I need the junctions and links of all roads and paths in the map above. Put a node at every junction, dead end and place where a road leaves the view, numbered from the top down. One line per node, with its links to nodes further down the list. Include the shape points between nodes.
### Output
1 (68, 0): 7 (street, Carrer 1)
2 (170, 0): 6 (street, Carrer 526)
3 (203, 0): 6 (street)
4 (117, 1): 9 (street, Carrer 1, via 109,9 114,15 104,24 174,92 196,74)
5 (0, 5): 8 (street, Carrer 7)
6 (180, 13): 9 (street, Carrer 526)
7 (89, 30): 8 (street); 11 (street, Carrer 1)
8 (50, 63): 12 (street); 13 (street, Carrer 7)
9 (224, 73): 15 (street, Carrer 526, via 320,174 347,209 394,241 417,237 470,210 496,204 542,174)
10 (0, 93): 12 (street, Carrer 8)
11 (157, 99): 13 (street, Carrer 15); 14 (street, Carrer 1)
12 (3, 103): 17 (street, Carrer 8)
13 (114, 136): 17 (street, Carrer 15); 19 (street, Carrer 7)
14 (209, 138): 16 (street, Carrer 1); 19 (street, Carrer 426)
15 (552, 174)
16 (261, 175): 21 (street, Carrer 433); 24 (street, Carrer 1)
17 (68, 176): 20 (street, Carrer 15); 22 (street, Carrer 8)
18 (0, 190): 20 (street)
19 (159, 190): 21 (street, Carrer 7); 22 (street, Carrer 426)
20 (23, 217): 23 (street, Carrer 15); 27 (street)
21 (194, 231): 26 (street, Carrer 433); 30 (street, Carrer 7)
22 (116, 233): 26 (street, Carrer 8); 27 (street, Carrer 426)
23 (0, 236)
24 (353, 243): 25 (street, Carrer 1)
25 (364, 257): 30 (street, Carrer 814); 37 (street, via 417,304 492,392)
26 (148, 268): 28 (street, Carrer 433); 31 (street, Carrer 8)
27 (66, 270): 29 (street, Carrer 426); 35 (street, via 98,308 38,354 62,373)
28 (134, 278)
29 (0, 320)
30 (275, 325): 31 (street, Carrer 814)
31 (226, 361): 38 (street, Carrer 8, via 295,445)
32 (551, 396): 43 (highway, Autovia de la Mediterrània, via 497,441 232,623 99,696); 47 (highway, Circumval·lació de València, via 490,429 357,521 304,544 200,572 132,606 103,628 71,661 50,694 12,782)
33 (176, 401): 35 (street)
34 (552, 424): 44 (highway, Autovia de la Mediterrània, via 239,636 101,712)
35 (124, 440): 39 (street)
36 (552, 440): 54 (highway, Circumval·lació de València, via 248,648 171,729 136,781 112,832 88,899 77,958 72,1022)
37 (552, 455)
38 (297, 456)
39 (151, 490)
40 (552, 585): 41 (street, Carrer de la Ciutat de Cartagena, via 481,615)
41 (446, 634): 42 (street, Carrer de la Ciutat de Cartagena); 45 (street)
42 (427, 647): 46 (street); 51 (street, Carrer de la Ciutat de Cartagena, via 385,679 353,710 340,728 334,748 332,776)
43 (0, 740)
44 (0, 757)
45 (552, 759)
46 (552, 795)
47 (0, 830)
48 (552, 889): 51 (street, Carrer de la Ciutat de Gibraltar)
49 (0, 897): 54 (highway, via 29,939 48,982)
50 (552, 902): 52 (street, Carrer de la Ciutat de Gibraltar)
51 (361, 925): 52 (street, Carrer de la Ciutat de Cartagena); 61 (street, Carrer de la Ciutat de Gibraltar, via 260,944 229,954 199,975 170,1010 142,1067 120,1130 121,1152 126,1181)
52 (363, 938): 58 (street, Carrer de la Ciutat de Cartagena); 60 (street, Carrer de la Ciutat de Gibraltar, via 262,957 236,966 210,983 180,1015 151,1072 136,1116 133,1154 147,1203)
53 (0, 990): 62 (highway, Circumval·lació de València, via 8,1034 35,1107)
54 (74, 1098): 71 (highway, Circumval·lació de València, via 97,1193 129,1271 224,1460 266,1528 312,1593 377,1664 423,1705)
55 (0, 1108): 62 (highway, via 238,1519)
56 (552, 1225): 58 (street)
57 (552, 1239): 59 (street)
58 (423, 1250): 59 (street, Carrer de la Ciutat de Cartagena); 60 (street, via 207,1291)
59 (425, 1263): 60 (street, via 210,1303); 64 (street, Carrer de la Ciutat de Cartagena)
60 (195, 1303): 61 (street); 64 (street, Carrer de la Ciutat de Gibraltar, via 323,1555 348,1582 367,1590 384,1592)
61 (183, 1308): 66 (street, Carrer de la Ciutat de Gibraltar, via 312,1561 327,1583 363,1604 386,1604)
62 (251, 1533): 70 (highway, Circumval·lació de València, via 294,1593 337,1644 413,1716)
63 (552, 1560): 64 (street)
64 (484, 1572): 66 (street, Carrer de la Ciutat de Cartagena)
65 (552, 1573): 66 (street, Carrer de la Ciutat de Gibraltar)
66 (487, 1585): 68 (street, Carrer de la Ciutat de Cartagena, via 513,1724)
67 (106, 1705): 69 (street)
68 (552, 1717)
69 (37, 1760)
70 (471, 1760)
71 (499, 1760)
◇ ◇ ◇ ◇
To do — An exact copy of every record is what the answer must contain.

Result —
I need the junctions and links of all roads and paths in the map above. Put a node at every junction, dead end and place where a road leaves the view, numbered from the top down. One line per node, with its links to nodes further down the list. Include the shape points between nodes.
### Output
1 (68, 0): 7 (street, Carrer 1)
2 (170, 0): 6 (street, Carrer 526)
3 (203, 0): 6 (street)
4 (117, 1): 9 (street, Carrer 1, via 109,9 114,15 104,24 174,92 196,74)
5 (0, 5): 8 (street, Carrer 7)
6 (180, 13): 9 (street, Carrer 526)
7 (89, 30): 8 (street); 11 (street, Carrer 1)
8 (50, 63): 12 (street); 13 (street, Carrer 7)
9 (224, 73): 15 (street, Carrer 526, via 320,174 347,209 394,241 417,237 470,210 496,204 542,174)
10 (0, 93): 12 (street, Carrer 8)
11 (157, 99): 13 (street, Carrer 15); 14 (street, Carrer 1)
12 (3, 103): 17 (street, Carrer 8)
13 (114, 136): 17 (street, Carrer 15); 19 (street, Carrer 7)
14 (209, 138): 16 (street, Carrer 1); 19 (street, Carrer 426)
15 (552, 174)
16 (261, 175): 21 (street, Carrer 433); 24 (street, Carrer 1)
17 (68, 176): 20 (street, Carrer 15); 22 (street, Carrer 8)
18 (0, 190): 20 (street)
19 (159, 190): 21 (street, Carrer 7); 22 (street, Carrer 426)
20 (23, 217): 23 (street, Carrer 15); 27 (street)
21 (194, 231): 26 (street, Carrer 433); 30 (street, Carrer 7)
22 (116, 233): 26 (street, Carrer 8); 27 (street, Carrer 426)
23 (0, 236)
24 (353, 243): 25 (street, Carrer 1)
25 (364, 257): 30 (street, Carrer 814); 37 (street, via 417,304 492,392)
26 (148, 268): 28 (street, Carrer 433); 31 (street, Carrer 8)
27 (66, 270): 29 (street, Carrer 426); 35 (street, via 98,308 38,354 62,373)
28 (134, 278)
29 (0, 320)
30 (275, 325): 31 (street, Carrer 814)
31 (226, 361): 38 (street, Carrer 8, via 295,445)
32 (551, 396): 43 (highway, Autovia de la Mediterrània, via 497,441 232,623 99,696); 47 (highway, Circumval·lació de València, via 490,429 357,521 304,544 200,572 132,606 103,628 71,661 50,694 12,782)
33 (176, 401): 35 (street)
34 (552, 424): 44 (highway, Autovia de la Mediterrània, via 239,636 101,712)
35 (124, 440): 39 (street)
36 (552, 440): 54 (highway, Circumval·lació de València, via 248,648 171,729 136,781 112,832 88,899 77,958 72,1022)
37 (552, 455)
38 (297, 456)
39 (151, 490)
40 (552, 585): 41 (street, Carrer de la Ciutat de Cartagena, via 481,615)
41 (446, 634): 42 (street, Carrer de la Ciutat de Cartagena); 45 (street)
42 (427, 647): 46 (street); 51 (street, Carrer de la Ciutat de Cartagena, via 385,679 353,710 340,728 334,748 332,776)
43 (0, 740)
44 (0, 757)
45 (552, 759)
46 (552, 795)
47 (0, 830)
48 (552, 889): 51 (street, Carrer de la Ciutat de Gibraltar)
49 (0, 897): 54 (highway, via 29,939 48,982)
50 (552, 902): 52 (street, Carrer de la Ciutat de Gibraltar)
51 (361, 925): 52 (street, Carrer de la Ciutat de Cartagena); 61 (street, Carrer de la Ciutat de Gibraltar, via 260,944 229,954 199,975 170,1010 142,1067 120,1130 121,1152 126,1181)
52 (363, 938): 58 (street, Carrer de la Ciutat de Cartagena); 60 (street, Carrer de la Ciutat de Gibraltar, via 262,957 236,966 210,983 180,1015 151,1072 136,1116 133,1154 147,1203)
53 (0, 990): 62 (highway, Circumval·lació de València, via 8,1034 35,1107)
54 (74, 1098): 71 (highway, Circumval·lació de València, via 97,1193 129,1271 224,1460 266,1528 312,1593 377,1664 423,1705)
55 (0, 1108): 62 (highway, via 238,1519)
56 (552, 1225): 58 (street)
57 (552, 1239): 59 (street)
58 (423, 1250): 59 (street, Carrer de la Ciutat de Cartagena); 60 (street, via 207,1291)
59 (425, 1263): 60 (street, via 210,1303); 64 (street, Carrer de la Ciutat de Cartagena)
60 (195, 1303): 61 (street); 64 (street, Carrer de la Ciutat de Gibraltar, via 323,1555 348,1582 367,1590 384,1592)
61 (183, 1308): 66 (street, Carrer de la Ciutat de Gibraltar, via 312,1561 327,1583 363,1604 386,1604)
62 (251, 1533): 70 (highway, Circumval·lació de València, via 294,1593 337,1644 413,1716)
63 (552, 1560): 64 (street)
64 (484, 1572): 66 (street, Carrer de la Ciutat de Cartagena)
65 (552, 1573): 66 (street, Carrer de la Ciutat de Gibraltar)
66 (487, 1585): 68 (street, Carrer de la Ciutat de Cartagena, via 513,1724)
67 (106, 1705): 69 (street)
68 (552, 1717)
69 (37, 1760)
70 (471, 1760)
71 (499, 1760)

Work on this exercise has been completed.